In 2000, SBCs accounted for half of Teknor's TPE sales, with TPOs bringing in 40 percent and TPVs the remaining 10 percent, Swaminathan said.
Compounding PVC
PVC compounding is Teknor's largest single business, and the company is the largest nonintegrated PVC compounder in the United States. Capacity in this area is expected to increase by 15 percent in 2001, largely through improvements made to compounding lines in Brownsville, Tenn., according to PVC business manager Robert Brookman.
Teknor does all of its work in flexible PVC, with the wire and cable market accounting for about half of its sales. The firm also does a good deal of business in medical tubing and other medical applications.
Teknor entered the business in the 1940s when war-related rubber shortages caused a switch from rubber to PVC insulation.
In recent years, Teknor's PVC growth rate has been 4-5 percent, which Brookman says is double the average of the overall flexible PVC market.
Although a number of nonintegrated PVC compounders — including Synergistics Inc. and North American Plastics — have been gobbled up by integrated competitors in recent years, Lederer says Teknor's PVC unit is not for sale. He added that by not participating in PVC resin production, Teknor can avoid some of the industry's pitfalls.
"When PVC is in a down cycle, [PVC makers] bleed red ink," Lederer said. "Resins and compounds are countercyclical, but even a company like Georgia Gulf, that's fairly well-balanced in PVC resins and compounds, has struggled a bit lately. Our cost of resin has to be higher, but we also avoid that down cycle."
Teknor's approach in PVC also is markedly different from that of a major resin maker, Lederer added.

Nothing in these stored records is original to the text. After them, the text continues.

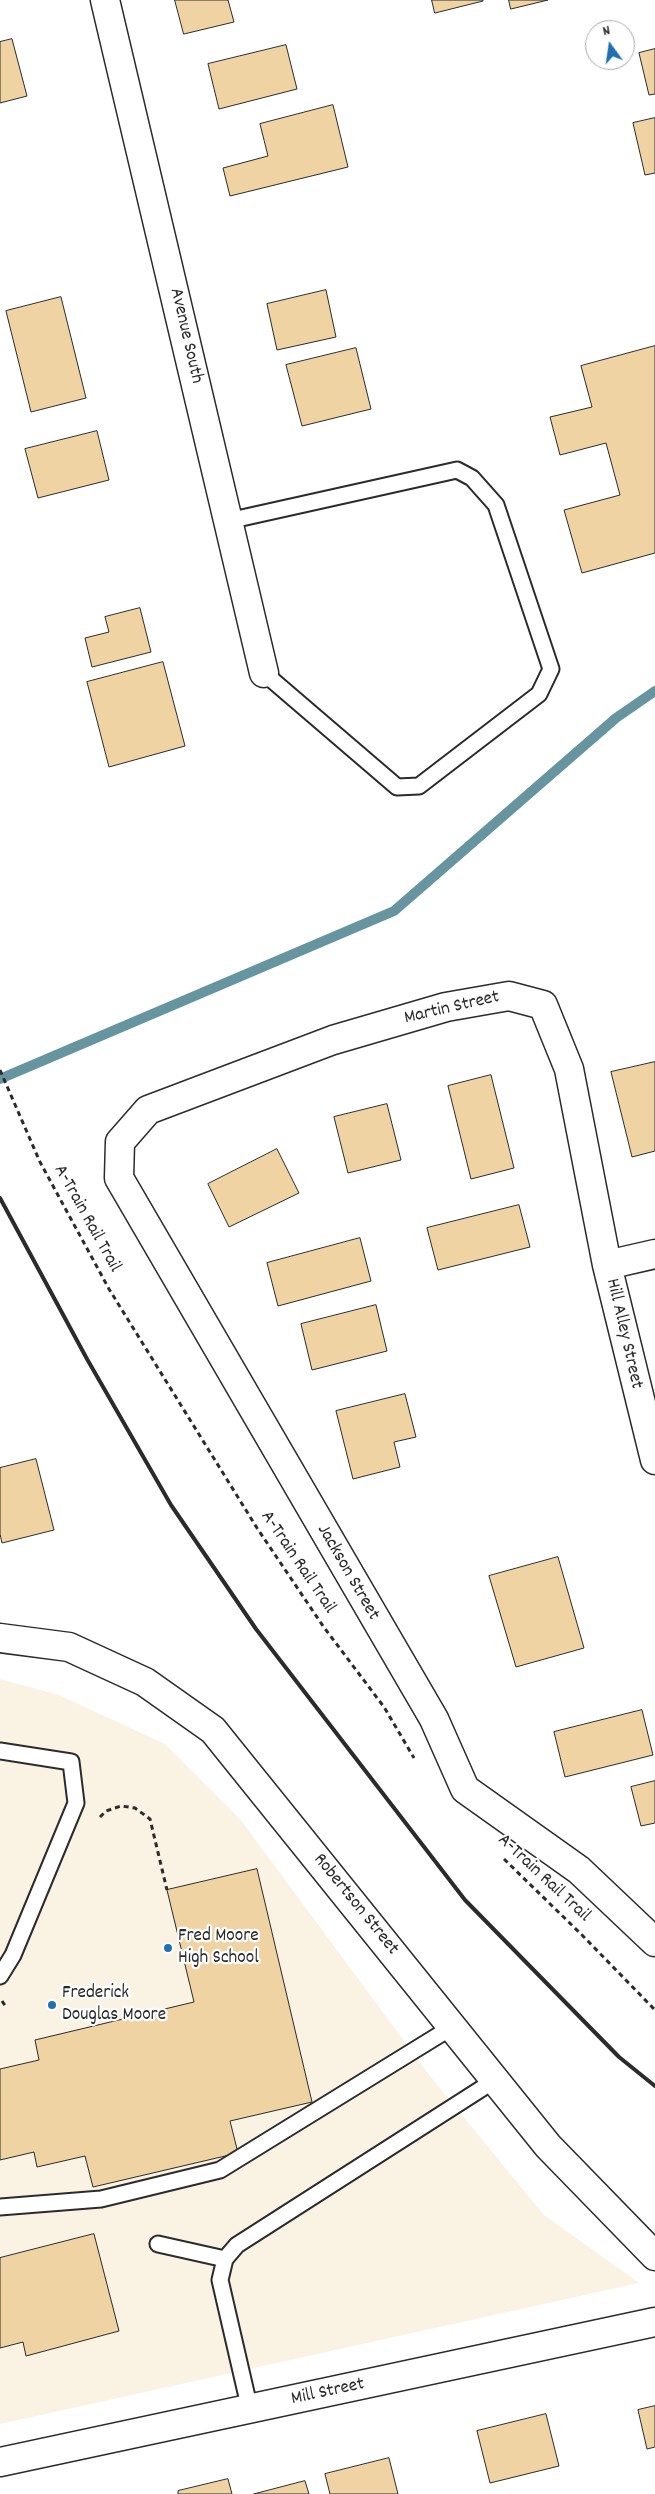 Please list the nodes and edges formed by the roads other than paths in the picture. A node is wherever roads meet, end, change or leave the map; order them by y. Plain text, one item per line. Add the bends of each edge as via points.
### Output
1 (105, 0) edge
2 (228, 521) junction
3 (264, 673) joint
4 (120, 1142) joint
5 (655, 1254) edge
6 (607, 1265) junction
7 (655, 1460) edge
8 (0, 1638) edge
9 (0, 1751) edge
10 (655, 1942) edge
11 (0, 1976) edge
12 (452, 2027) junction
13 (495, 2080) junction
14 (0, 2207) edge
15 (158, 2244) dead end
16 (655, 2256) edge
17 (225, 2259) junction
18 (655, 2322) edge
19 (250, 2410) junction
20 (0, 2462) edge

1 - 2 street, Avenue South
2 - 3 street, Avenue South
2 - 3 lane via 457,470 472,478 496,505 551,670 539,694 419,786 397,787
4 - 6 street, Martin Street via 148,1110 332,1040 446,1007 509,996 517,998 543,1005 569,1069
4 - 10 street, Jackson Street via 119,1178 434,1719 465,1789 579,1870
5 - 6 street
6 - 7 street, Hill Alley Street
8 - 12 street, Robertson Street via 69,1647 145,1682 213,1730
9 - 11 lane via 71,1762 76,1803 13,1955
12 - 13 street, Robertson Street
12 - 14 lane via 220,2170 101,2199
13 - 16 street, Robertson Street via 548,2146
13 - 17 lane via 237,2245
15 - 17 lane
17 - 19 lane via 220,2280
18 - 19 street, Mill Street
19 - 20 street, Mill Street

"A resin maker needs high-volume throughput to maintain profit. A compounder has a different focus. We make custom products in short runs."
Color unit expanding
Teknor's color unit will increase capacity 10-15 percent this year by replacing old single-screw equipment with twin-screw lines at several locations. The improvements will be the first major initiative for the color unit since it opened a new blending facility in Jacksonville, Texas, in 1999.

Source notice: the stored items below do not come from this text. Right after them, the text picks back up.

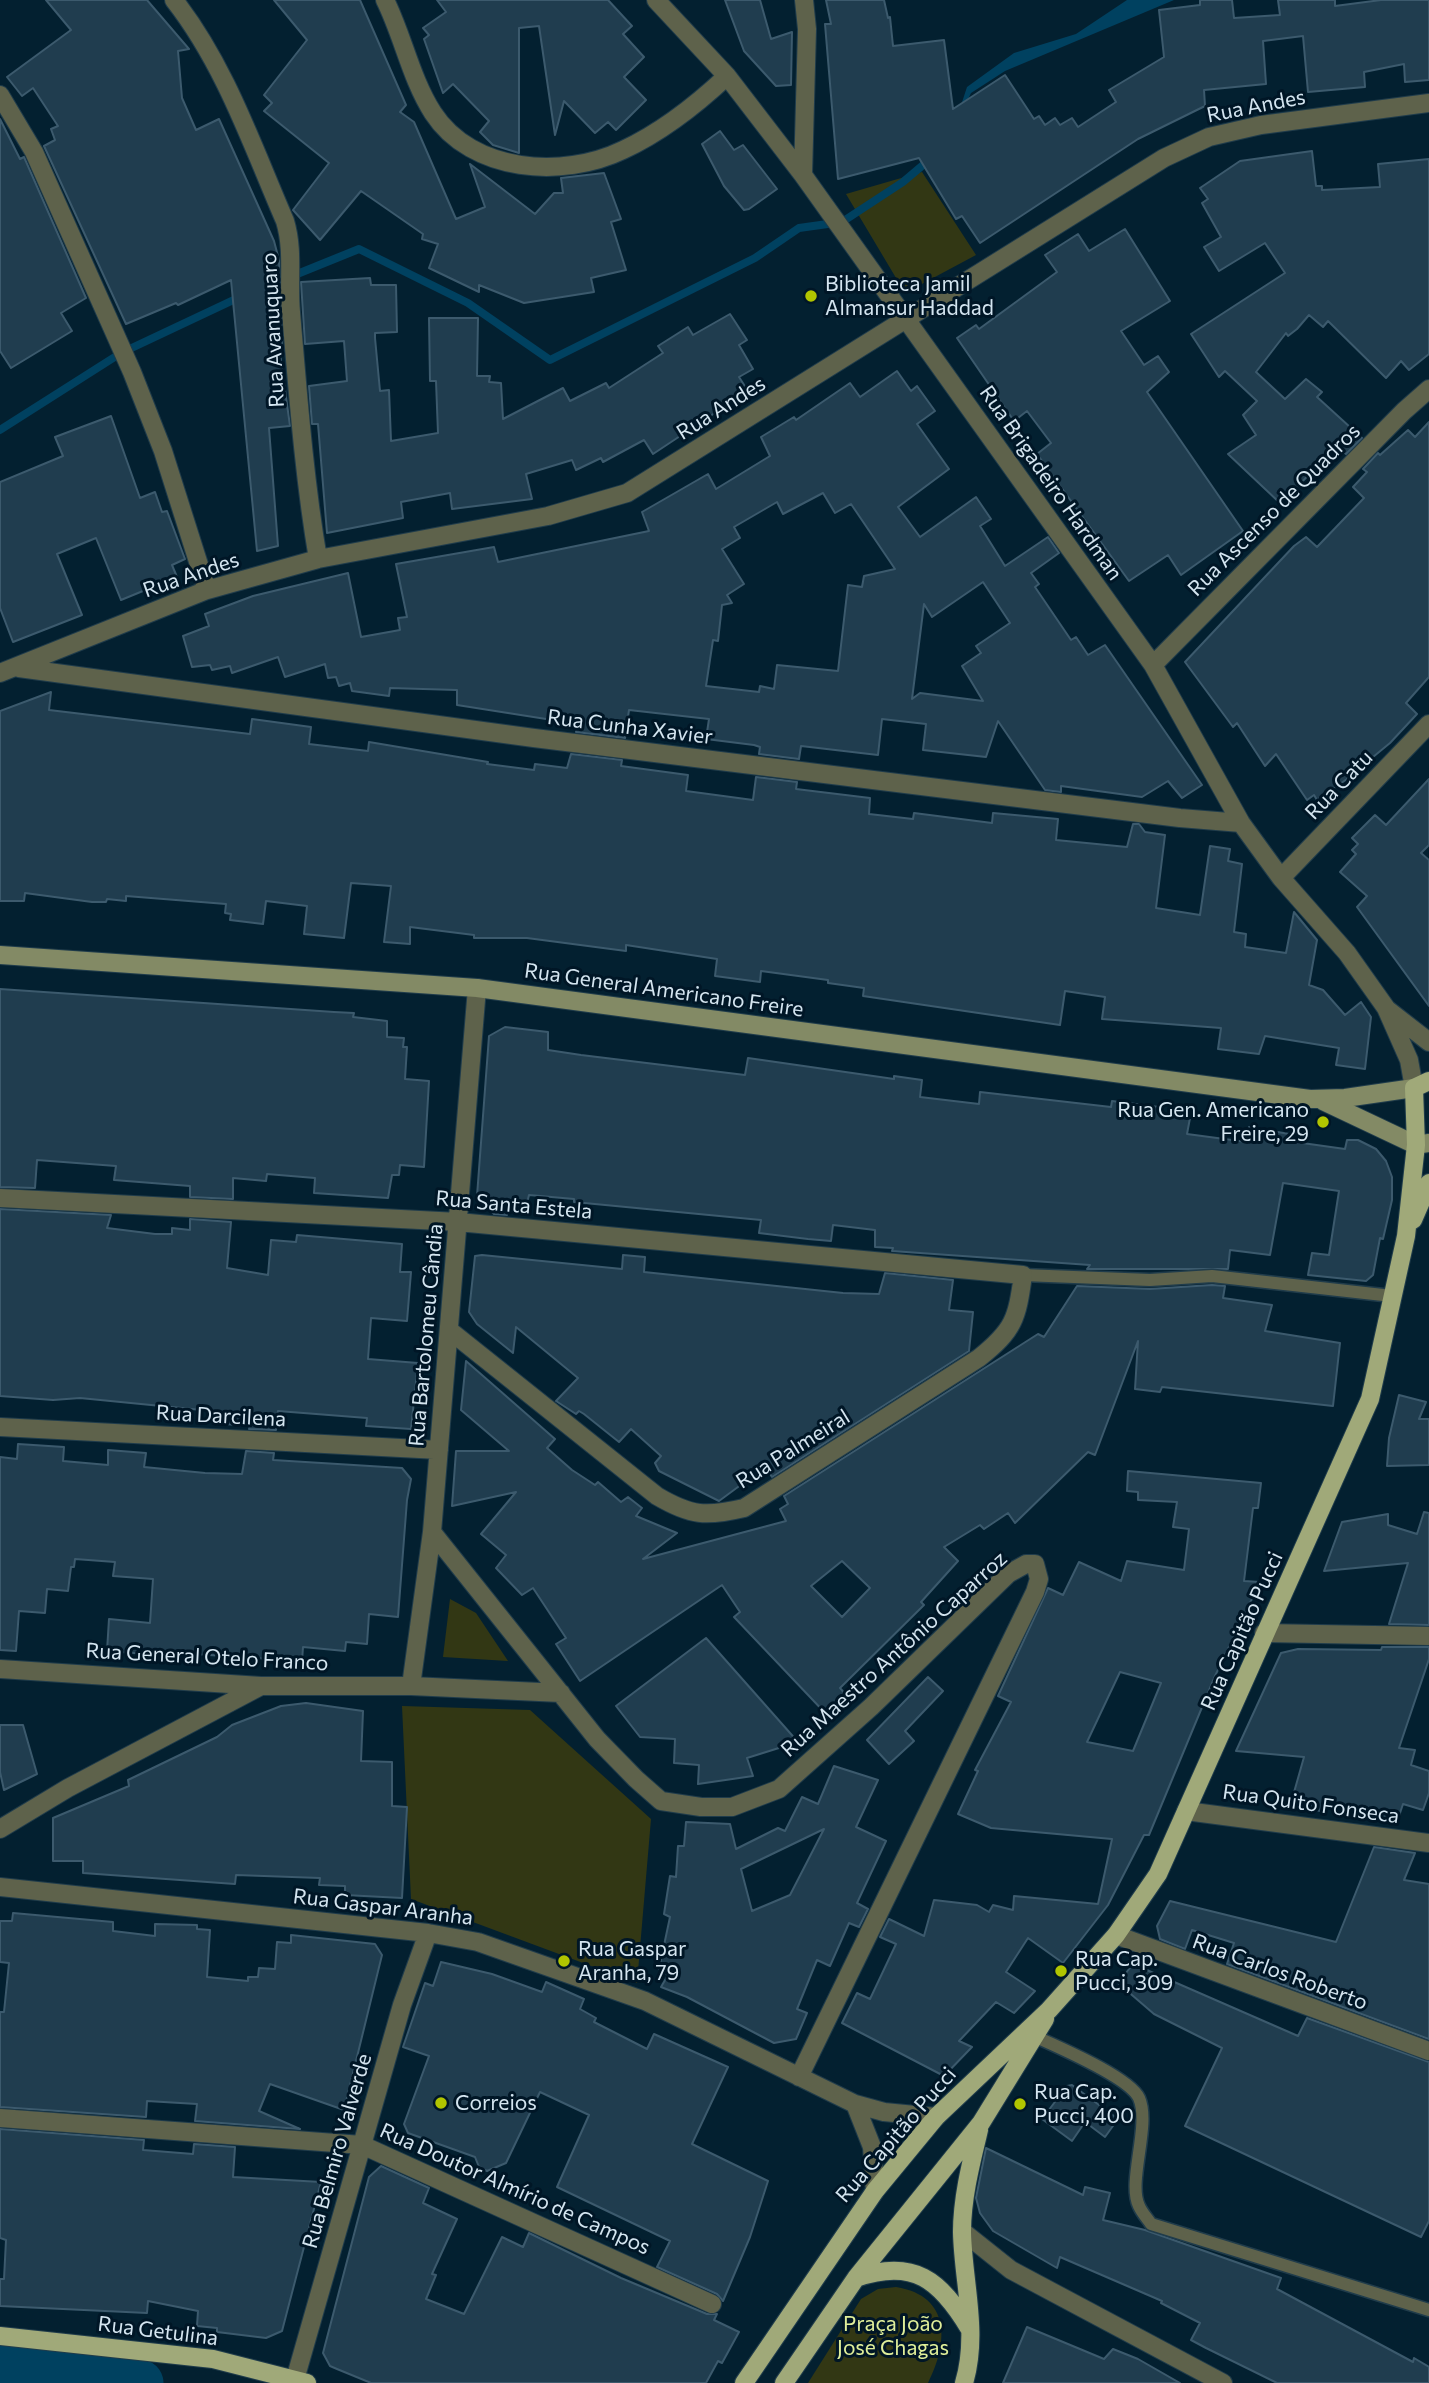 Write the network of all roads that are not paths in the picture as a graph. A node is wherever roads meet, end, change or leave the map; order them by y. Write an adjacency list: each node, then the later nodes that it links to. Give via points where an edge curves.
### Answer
1 (174, 0): 11 (street, Rua Avanuquaro, via 219,68 291,243 289,293 306,492)
2 (384, 0): 5 (street, via 433,113 470,147 496,160 553,167 620,152 689,111)
3 (656, 0): 5 (street, Rua Brigadeiro Hardman)
4 (804, 0): 8 (street)
5 (727, 76): 8 (street, Rua Brigadeiro Hardman)
6 (0, 95): 12 (street, via 34,152 163,452)
7 (1429, 103): 9 (street, Rua Andes, via 1209,136 1164,158)
8 (803, 174): 9 (street, Rua Brigadeiro Hardman)
9 (905, 318): 11 (street, Rua Andes, via 627,493 548,516); 13 (street, Rua Brigadeiro Hardman)
10 (1429, 389): 13 (street, Rua Ascenso de Quadros)
11 (318, 559): 12 (street, Rua Andes)
12 (207, 590): 14 (street, Rua Andes)
13 (1153, 665): 16 (street, Rua Brigadeiro Hardman)
14 (8, 670): 16 (street, Rua Cunha Xavier)
15 (1429, 724): 17 (street, Rua Catu)
16 (1241, 823): 17 (street, Rua Brigadeiro Hardman)
17 (1281, 878): 20 (street, Rua Brigadeiro Hardman, via 1347,953)
18 (0, 955): 19 (main road, Rua General Americano Freire)
19 (477, 988): 23 (main road, Rua General Americano Freire); 27 (street, Rua Bartolomeu Cândia)
20 (1386, 1008): 21 (street, Rua Brigadeiro Hardman); 22 (street, Rua Brigadeiro Hardman)
21 (1429, 1042)
22 (1422, 1084): 23 (main road, Rua General Americano Freire); 24 (main road, Rua Capitão Pucci)
23 (1320, 1100): 24 (main road, Rua General Americano Freire)
24 (1422, 1144): 28 (main road, Rua Capitão Pucci)
25 (1429, 1183): 28 (main road, Rua Capitão Pucci)
26 (0, 1198): 27 (street, Rua Santa Estela)
27 (458, 1222): 29 (street, Rua Santa Estela); 31 (street, Rua Bartolomeu Cândia)
28 (1406, 1236): 30 (main road, Rua Capitão Pucci)
29 (1023, 1275): 30 (lane, via 1150,1280 1212,1276); 31 (street, Rua Palmeiral, via 1015,1323 979,1358 744,1508 713,1515 685,1512 657,1496)
30 (1392, 1296): 35 (main road, Rua Capitão Pucci, via 1370,1399)
31 (449, 1330): 33 (street, Rua Bartolomeu Cândia)
32 (0, 1427): 33 (street, Rua Darcilena)
33 (439, 1450): 34 (street, Rua Bartolomeu Cândia)
34 (432, 1532): 39 (street, Rua Bartolomeu Cândia); 40 (street, Rua Maestro Antônio Caparroz)
35 (1264, 1633): 36 (street); 41 (main road, Rua Capitão Pucci)
36 (1429, 1636)
37 (0, 1669): 38 (street, Rua General Otelo Franco)
38 (261, 1686): 39 (street, Rua General Otelo Franco); 42 (street)
39 (411, 1686): 40 (street, Rua General Otelo Franco)
40 (561, 1693): 50 (street, Rua Maestro Antônio Caparroz, via 597,1739 661,1801 732,1807 779,1789 1008,1574 1035,1564 1039,1579 1035,1592)
41 (1186, 1811): 43 (street, Rua Quito Fonseca); 46 (main road, Rua Capitão Pucci, via 1158,1874)
42 (0, 1829)
43 (1429, 1843)
44 (0, 1887): 45 (street, Rua Gaspar Aranha)
45 (428, 1933): 50 (street, Rua Gaspar Aranha, via 478,1942 645,2001); 55 (street, Rua Belmiro Valverde)
46 (1116, 1935): 47 (main road, Rua Capitão Pucci); 49 (street, Rua Carlos Roberto)
47 (1049, 2010): 48 (main road, Rua Capitão Pucci); 52 (main road, Rua Capitão Pucci)
48 (1036, 2037): 54 (main road, Rua Capitão Pucci); 60 (lane, via 1086,2059 1139,2097 1137,2204 1152,2224)
49 (1429, 2051)
50 (799, 2077): 51 (street, Rua Gaspar Aranha)
51 (855, 2104): 52 (street, Rua Gaspar Aranha); 56 (street, via 873,2147)
52 (936, 2117): 56 (main road, Rua Capitão Pucci)
53 (0, 2118): 55 (street, Rua Doutor Almírio de Campos)
54 (981, 2123): 57 (main road, via 968,2176); 58 (main road)
55 (362, 2145): 59 (street, Rua Doutor Almírio de Campos); 64 (street, Rua Belmiro Valverde)
56 (874, 2192): 65 (main road, Rua Capitão Pucci)
57 (962, 2231): 61 (main road); 63 (street, via 1011,2270)
58 (856, 2278): 61 (main road, via 878,2270 902,2270 930,2279 945,2292); 66 (main road)
59 (712, 2304)
60 (1429, 2310)
61 (971, 2331): 67 (main road)
62 (0, 2336): 64 (main road, Rua Getulina, via 213,2359)
63 (1212, 2380)
64 (299, 2381)
65 (744, 2383)
66 (784, 2383)
67 (964, 2383)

The unit posted annual growth rates of 8-10 percent from the 1980s through the mid-1990s. That rate slowed to 4-5 percent in recent years and could be flat to down 5 percent in 2001 because of a major manufacturing slowdown in the United States, said Alan Bruder, vice president and general manager of Teknor Color.
Bruder said the unit's strength is in color compounds based on PVC, but added that it also does work in polyolefins, styrenics and engineering resins. Wire and cable is one of the color unit's larger markets, with a 15 percent share, while recreation, toys and automotive also bring in sizable pieces of business.
Teknor teaming up
On the technology front, Teknor has enjoyed success with recent alliances with other materials companies including DuPont and Uniroyal Corp.

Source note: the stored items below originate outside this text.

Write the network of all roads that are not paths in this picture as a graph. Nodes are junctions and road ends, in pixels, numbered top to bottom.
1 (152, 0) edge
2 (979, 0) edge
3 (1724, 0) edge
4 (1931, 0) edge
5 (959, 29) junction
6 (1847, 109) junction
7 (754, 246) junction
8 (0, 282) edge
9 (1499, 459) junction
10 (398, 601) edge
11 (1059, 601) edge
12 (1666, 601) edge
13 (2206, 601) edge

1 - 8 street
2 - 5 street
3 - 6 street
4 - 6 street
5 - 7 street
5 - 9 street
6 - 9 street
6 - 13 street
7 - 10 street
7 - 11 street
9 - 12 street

Teknor and DuPont formed a partnership last year to develop modified polyolefins for caps and closures applications. The deal calls for any products to emerge from the combined research to be marketed by Teknor in the United States and Canada and by DuPont in South America and Mexico.
The Teknor/Uniroyal alliance dates to 1999 and aims to develop new TPV-related technology that Teknor could use in its TPE unit and that Uniroyal could apply to its ethylene propylene diene monomer business.
With 2,100 employees and 10 manufacturing locations, Teknor is far removed from its origins as Apex Tire and Rubber, a tire distributor and retreader that opened its doors in Providence, R.I., in 1924.
The firm was founded by Alfred Fain and his son-in-law Al Pilivan, with their families running the firm until it was sold to Continental Oil (later renamed Conoco) in 1963. Conoco sold Teknor back to the Fain family — as well as to the Baxt family and other investors — in 1967. Teknor has remained private ever since.
Jonathan Fain — Alfred Fain's grandson and son of former Teknor Chief Executive Officer Norman Fain — currently serves as CEO. Victor Baxt is vice chairman.